#### [What to do]
Scan the data below for the string "setLineDash". Show every line where it turns up.

#### [Material supplied]
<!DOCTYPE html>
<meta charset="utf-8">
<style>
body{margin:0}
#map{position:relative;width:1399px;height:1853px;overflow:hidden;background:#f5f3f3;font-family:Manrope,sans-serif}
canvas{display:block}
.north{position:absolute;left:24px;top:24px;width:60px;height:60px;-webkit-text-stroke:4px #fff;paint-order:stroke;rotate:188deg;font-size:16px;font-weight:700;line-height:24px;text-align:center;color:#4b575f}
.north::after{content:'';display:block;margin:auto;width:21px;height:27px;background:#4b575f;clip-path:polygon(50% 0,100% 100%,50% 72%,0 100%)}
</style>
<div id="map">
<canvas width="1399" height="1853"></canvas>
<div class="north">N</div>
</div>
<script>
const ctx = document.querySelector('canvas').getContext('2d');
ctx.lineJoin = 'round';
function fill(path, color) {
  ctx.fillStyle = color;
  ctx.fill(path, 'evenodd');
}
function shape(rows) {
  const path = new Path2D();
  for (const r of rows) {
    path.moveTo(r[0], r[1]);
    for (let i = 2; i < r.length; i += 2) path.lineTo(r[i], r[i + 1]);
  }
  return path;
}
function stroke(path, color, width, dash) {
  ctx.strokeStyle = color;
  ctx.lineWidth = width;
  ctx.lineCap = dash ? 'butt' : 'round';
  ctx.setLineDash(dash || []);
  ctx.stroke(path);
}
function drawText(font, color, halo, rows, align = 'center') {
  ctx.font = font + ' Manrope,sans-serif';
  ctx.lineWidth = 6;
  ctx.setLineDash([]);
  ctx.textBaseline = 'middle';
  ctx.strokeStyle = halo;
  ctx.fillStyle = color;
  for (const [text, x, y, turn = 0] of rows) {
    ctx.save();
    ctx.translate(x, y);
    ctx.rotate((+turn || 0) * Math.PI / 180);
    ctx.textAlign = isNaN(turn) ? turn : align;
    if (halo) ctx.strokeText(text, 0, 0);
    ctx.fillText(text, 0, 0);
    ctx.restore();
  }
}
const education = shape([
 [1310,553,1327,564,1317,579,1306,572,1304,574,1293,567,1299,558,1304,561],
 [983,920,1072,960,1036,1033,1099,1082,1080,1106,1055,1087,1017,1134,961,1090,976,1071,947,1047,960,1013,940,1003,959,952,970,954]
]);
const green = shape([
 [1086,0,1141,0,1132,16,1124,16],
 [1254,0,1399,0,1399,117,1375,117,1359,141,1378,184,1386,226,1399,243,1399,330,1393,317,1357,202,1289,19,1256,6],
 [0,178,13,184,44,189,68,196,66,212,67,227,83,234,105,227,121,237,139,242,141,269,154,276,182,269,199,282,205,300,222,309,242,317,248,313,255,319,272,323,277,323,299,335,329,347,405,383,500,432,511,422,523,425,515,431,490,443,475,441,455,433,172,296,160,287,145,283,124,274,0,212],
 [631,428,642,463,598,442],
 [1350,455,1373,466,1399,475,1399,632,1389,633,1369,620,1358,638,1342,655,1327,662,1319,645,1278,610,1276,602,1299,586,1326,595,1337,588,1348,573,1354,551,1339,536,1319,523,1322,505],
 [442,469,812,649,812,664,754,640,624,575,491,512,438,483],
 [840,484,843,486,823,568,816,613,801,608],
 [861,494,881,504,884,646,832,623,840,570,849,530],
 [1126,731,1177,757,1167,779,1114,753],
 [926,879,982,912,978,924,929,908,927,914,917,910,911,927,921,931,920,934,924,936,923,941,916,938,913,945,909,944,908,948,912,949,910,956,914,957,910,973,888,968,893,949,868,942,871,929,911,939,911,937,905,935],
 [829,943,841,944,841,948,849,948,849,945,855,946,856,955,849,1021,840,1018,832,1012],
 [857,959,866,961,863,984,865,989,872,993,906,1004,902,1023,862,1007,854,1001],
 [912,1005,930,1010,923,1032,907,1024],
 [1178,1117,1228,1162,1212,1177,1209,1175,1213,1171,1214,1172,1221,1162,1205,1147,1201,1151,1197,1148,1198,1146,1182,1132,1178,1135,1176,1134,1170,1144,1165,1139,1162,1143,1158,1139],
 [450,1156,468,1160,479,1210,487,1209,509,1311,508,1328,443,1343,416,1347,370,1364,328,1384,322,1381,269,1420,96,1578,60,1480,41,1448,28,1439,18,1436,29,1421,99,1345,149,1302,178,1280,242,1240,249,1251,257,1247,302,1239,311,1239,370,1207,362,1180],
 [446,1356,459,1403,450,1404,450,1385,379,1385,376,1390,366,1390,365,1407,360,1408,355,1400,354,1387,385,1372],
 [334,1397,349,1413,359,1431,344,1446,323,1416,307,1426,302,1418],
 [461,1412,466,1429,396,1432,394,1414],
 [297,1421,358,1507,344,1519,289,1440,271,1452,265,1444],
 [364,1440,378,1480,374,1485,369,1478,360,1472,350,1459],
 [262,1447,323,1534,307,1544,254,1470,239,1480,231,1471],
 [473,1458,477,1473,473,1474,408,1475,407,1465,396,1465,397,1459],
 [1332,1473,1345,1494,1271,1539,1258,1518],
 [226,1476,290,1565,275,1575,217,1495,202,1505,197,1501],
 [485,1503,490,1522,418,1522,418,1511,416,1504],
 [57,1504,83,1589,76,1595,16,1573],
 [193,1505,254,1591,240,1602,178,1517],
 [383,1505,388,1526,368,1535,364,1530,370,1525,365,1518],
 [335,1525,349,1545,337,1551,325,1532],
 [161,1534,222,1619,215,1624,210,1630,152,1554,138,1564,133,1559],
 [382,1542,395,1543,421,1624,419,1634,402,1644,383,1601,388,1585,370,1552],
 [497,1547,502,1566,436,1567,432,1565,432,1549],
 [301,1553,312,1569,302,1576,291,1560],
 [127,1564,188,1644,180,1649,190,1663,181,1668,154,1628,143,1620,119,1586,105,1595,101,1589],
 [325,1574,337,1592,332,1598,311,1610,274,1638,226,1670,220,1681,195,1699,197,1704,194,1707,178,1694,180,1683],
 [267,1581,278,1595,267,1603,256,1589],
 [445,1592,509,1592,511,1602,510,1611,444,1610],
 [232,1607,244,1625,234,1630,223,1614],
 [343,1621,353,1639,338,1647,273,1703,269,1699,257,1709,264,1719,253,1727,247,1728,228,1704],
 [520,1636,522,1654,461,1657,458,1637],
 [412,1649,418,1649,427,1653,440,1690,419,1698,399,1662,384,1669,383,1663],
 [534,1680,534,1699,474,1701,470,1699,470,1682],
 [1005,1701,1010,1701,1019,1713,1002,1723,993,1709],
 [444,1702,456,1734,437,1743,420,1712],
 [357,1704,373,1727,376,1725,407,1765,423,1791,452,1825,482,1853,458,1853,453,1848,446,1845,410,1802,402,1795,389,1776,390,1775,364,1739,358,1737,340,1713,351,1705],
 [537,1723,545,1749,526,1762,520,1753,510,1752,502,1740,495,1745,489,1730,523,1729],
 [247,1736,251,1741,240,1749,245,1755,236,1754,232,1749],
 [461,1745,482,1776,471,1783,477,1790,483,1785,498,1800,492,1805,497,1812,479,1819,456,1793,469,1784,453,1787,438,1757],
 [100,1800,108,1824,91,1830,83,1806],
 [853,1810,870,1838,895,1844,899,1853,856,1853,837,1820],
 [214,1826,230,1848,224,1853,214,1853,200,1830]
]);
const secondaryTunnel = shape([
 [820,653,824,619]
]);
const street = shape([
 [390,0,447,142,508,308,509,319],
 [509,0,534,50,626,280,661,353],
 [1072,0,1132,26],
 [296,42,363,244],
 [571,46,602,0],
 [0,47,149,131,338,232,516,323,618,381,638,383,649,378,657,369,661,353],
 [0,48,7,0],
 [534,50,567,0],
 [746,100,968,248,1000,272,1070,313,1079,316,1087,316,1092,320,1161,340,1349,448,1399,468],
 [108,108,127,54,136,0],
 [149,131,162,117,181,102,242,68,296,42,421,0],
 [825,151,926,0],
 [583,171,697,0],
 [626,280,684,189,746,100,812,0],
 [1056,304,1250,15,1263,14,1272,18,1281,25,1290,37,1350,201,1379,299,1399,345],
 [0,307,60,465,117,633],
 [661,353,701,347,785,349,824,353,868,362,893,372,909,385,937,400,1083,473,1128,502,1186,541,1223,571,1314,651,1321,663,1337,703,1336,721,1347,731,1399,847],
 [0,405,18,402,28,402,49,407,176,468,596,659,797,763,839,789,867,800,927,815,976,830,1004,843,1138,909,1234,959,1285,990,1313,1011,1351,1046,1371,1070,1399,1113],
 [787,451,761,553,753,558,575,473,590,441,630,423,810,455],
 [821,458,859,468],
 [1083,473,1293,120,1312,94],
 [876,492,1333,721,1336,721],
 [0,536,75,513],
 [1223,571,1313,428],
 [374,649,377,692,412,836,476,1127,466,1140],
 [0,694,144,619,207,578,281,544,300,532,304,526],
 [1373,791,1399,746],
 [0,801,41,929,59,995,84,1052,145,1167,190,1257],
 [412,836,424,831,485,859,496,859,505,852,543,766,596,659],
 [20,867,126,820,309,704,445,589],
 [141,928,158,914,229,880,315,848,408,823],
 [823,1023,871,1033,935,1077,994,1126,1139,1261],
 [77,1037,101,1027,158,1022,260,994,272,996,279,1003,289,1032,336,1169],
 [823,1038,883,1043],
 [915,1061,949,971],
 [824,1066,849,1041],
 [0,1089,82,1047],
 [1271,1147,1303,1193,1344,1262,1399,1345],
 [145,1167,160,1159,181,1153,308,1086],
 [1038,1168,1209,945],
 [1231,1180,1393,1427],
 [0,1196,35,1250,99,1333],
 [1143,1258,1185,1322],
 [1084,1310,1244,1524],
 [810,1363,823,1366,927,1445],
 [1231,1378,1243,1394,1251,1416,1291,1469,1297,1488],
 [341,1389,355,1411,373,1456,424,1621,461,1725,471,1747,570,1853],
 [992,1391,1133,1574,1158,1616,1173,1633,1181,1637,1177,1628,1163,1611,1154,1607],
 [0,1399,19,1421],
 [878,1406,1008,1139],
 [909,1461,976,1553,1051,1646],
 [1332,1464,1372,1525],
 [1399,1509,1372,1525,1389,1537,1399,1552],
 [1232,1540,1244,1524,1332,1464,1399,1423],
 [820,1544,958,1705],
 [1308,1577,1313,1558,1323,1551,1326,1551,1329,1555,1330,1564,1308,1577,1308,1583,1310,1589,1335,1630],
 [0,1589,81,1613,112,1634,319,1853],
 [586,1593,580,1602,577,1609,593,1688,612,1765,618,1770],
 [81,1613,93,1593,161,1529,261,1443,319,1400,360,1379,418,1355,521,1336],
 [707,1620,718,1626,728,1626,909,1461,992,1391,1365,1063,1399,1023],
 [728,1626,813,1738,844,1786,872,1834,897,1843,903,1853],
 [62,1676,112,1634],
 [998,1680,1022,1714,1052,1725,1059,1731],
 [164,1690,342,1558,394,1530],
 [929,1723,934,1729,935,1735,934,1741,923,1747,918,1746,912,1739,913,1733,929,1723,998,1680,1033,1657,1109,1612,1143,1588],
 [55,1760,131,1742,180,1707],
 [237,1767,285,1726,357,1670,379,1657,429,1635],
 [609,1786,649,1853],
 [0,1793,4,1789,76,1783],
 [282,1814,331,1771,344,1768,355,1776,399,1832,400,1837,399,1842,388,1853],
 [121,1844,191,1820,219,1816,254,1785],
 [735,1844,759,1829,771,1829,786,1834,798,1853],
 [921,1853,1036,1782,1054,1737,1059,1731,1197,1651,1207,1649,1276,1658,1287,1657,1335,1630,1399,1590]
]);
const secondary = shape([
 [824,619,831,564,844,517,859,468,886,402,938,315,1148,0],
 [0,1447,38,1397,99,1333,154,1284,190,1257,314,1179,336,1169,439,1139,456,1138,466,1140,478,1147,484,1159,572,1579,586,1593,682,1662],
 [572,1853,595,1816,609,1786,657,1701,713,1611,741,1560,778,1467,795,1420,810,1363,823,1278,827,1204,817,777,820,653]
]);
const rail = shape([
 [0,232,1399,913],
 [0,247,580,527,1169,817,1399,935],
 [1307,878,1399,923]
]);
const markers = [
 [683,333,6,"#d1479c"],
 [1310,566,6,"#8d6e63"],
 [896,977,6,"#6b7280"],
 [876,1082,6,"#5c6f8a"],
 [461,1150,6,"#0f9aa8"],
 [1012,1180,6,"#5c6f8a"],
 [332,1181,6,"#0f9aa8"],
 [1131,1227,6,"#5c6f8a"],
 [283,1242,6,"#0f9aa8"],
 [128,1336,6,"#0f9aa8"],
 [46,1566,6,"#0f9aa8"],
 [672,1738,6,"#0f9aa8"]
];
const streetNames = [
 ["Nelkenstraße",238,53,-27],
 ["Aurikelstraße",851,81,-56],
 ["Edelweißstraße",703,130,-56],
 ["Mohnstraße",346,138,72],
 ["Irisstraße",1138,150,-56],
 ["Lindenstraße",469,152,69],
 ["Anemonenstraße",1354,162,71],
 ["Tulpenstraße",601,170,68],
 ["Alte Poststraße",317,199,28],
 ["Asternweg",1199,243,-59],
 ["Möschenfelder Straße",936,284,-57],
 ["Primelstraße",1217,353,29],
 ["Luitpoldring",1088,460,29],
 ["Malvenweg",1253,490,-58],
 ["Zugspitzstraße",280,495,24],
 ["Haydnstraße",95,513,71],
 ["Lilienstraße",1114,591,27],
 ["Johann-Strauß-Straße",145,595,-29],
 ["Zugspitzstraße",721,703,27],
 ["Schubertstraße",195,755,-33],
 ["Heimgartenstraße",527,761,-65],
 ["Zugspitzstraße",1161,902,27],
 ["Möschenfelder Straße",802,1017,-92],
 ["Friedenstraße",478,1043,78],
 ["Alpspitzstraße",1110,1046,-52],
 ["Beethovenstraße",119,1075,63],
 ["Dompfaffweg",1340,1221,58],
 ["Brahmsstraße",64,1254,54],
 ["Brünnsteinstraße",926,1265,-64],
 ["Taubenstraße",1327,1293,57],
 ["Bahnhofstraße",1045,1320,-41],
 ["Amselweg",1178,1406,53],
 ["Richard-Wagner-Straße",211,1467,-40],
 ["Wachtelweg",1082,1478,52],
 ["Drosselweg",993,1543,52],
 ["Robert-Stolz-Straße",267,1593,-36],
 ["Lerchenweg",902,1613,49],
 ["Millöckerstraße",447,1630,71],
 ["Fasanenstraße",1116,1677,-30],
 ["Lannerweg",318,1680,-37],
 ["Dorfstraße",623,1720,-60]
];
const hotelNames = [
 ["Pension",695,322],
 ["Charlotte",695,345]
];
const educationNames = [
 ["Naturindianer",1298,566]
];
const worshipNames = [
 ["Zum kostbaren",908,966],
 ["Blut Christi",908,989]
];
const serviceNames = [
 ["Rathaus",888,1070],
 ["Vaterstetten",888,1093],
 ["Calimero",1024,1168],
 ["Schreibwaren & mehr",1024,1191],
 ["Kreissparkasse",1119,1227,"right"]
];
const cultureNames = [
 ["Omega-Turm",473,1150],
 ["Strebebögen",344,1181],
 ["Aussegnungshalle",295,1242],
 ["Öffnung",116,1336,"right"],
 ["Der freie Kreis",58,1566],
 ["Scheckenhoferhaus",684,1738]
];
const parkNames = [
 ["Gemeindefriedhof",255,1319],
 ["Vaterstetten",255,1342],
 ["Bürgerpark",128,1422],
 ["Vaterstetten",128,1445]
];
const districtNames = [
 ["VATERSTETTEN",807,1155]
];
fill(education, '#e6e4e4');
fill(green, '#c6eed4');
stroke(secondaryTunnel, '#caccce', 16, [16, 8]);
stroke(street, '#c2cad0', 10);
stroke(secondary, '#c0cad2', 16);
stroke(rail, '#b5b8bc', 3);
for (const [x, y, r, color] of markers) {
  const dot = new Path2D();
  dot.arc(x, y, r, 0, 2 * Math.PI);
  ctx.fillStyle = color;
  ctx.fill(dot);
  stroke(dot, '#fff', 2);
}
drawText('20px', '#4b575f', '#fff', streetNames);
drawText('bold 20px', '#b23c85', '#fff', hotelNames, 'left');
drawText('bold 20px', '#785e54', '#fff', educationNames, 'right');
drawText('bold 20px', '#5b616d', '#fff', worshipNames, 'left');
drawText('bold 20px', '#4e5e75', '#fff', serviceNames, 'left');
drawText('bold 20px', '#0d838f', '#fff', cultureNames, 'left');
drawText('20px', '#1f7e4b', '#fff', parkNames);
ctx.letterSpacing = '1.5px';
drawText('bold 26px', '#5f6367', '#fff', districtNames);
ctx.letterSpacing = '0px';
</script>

#### [Answer to this problem]
  ctx.setLineDash(dash || []);
  ctx.setLineDash([]);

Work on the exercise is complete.